(Stored items)
• • • •

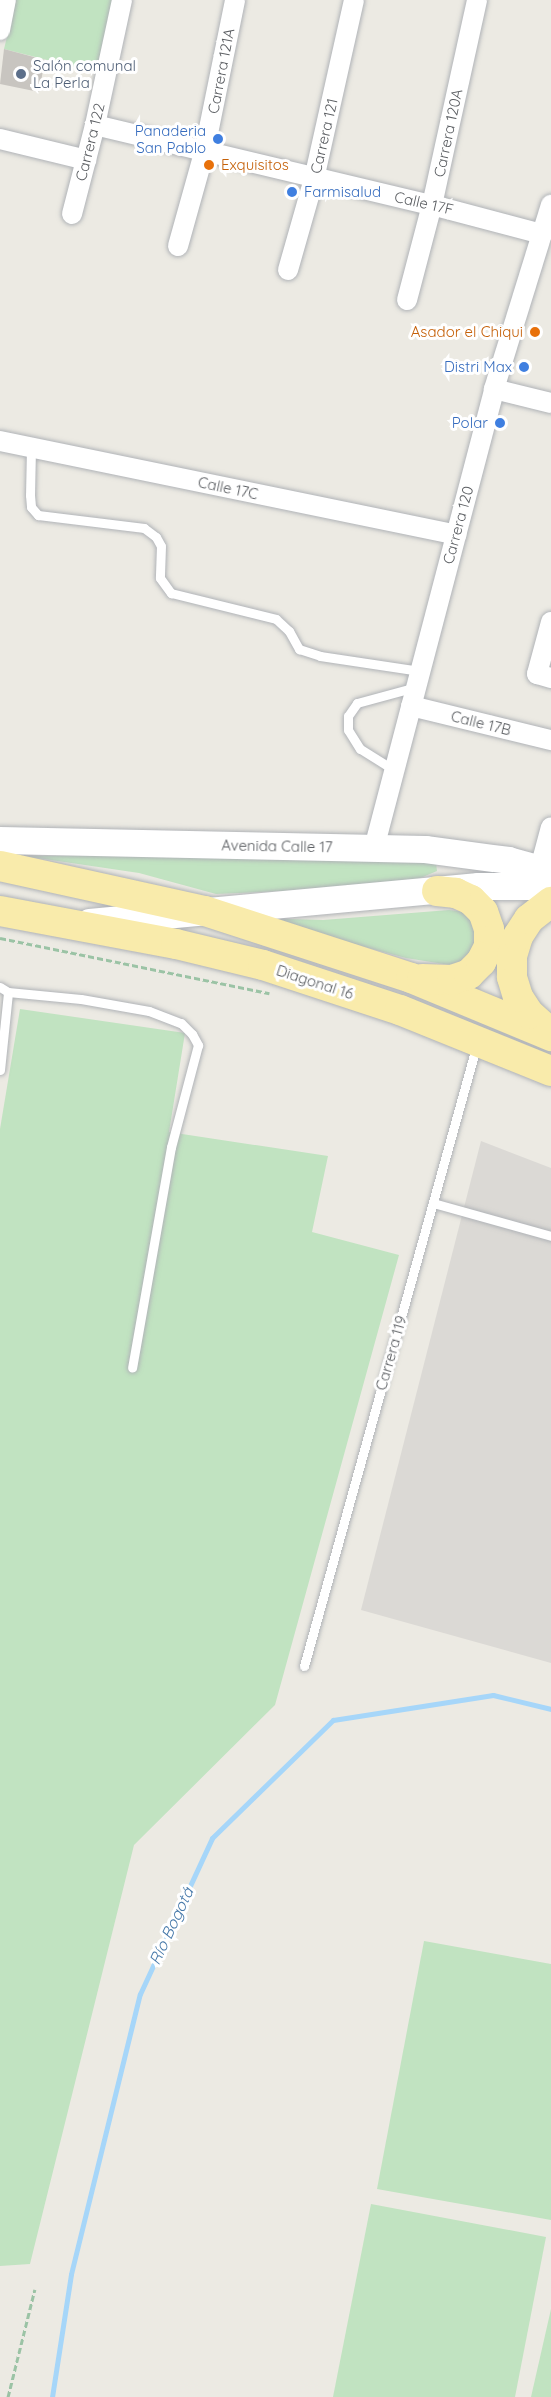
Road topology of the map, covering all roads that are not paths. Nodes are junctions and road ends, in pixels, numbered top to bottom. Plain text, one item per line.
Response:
1 (6, 0) edge
2 (122, 0) edge
3 (235, 0) edge
4 (354, 0) edge
5 (477, 0) edge
6 (0, 30) edge
7 (95, 125) junction
8 (0, 139) edge
9 (204, 153) junction
10 (87, 160) junction
11 (314, 179) junction
12 (432, 205) junction
13 (551, 205) edge
14 (72, 214) dead end
15 (542, 234) junction
16 (178, 246) dead end
17 (544, 259) edge
18 (288, 270) dead end
19 (408, 300) dead end
20 (494, 389) junction
21 (551, 403) edge
22 (0, 441) edge
23 (32, 448) junction
24 (456, 535) junction
25 (551, 622) edge
26 (544, 676) edge
27 (415, 688) junction
28 (551, 741) edge
29 (394, 770) junction
30 (551, 827) edge
31 (0, 840) edge
32 (374, 848) junction
33 (440, 851) junction
34 (0, 866) edge
35 (547, 875) edge
36 (437, 891) junction
37 (551, 902) edge
38 (205, 911) junction
39 (0, 919) edge
40 (70, 924) junction
41 (411, 978) junction
42 (4, 990) edge
43 (551, 1035) edge
44 (478, 1040) junction
45 (0, 1070) edge
46 (551, 1071) edge
47 (433, 1203) junction
48 (551, 1236) edge
49 (132, 1368) dead end
50 (304, 1666) dead end

1 - 6 street
2 - 7 street, Carrera 122
3 - 9 street, Carrera 121A
4 - 11 street, Carrera 121
5 - 12 street, Carrera 120A
7 - 9 street, Calle 17F
7 - 10 street, Carrera 122
8 - 10 street
9 - 11 street, Calle 17F
9 - 16 street, Carrera 121A
10 - 14 street, Carrera 122
11 - 12 street, Calle 17F
11 - 18 street, Carrera 121
12 - 15 street, Calle 17F
12 - 19 street, Carrera 120A
13 - 15 street, Carrera 120
15 - 17 street, Carrera 120
17 - 20 street, Carrera 120
20 - 21 street
20 - 24 street, Carrera 120
22 - 23 street, Calle 17C
23 - 24 street, Calle 17C
23 - 27 lane
24 - 27 street, Carrera 120
25 - 26 street
27 - 28 street, Calle 17B
27 - 29 street, Carrera 120
27 - 29 lane
29 - 32 street, Carrera 120
30 - 35 street
31 - 32 main road, Avenida Calle 17
32 - 33 main road, Avenida Calle 17
33 - 35 main road, Avenida Calle 17
33 - 36 main road
34 - 38 main road
35 - 36 main road
36 - 38 main road
36 - 41 main road
37 - 43 main road
38 - 40 main road
38 - 41 main road
39 - 40 main road
40 - 44 main road, Diagonal 16
41 - 43 main road
42 - 45 lane
42 - 49 lane
44 - 46 main road, Diagonal 16
44 - 47 lane, Carrera 119
47 - 48 lane
47 - 50 lane, Carrera 119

• • • •

What to do →
Report every line of the data above that contains the string "Diagonal" by copying it in full.

Result below →
40 - 44 main road, Diagonal 16
44 - 46 main road, Diagonal 16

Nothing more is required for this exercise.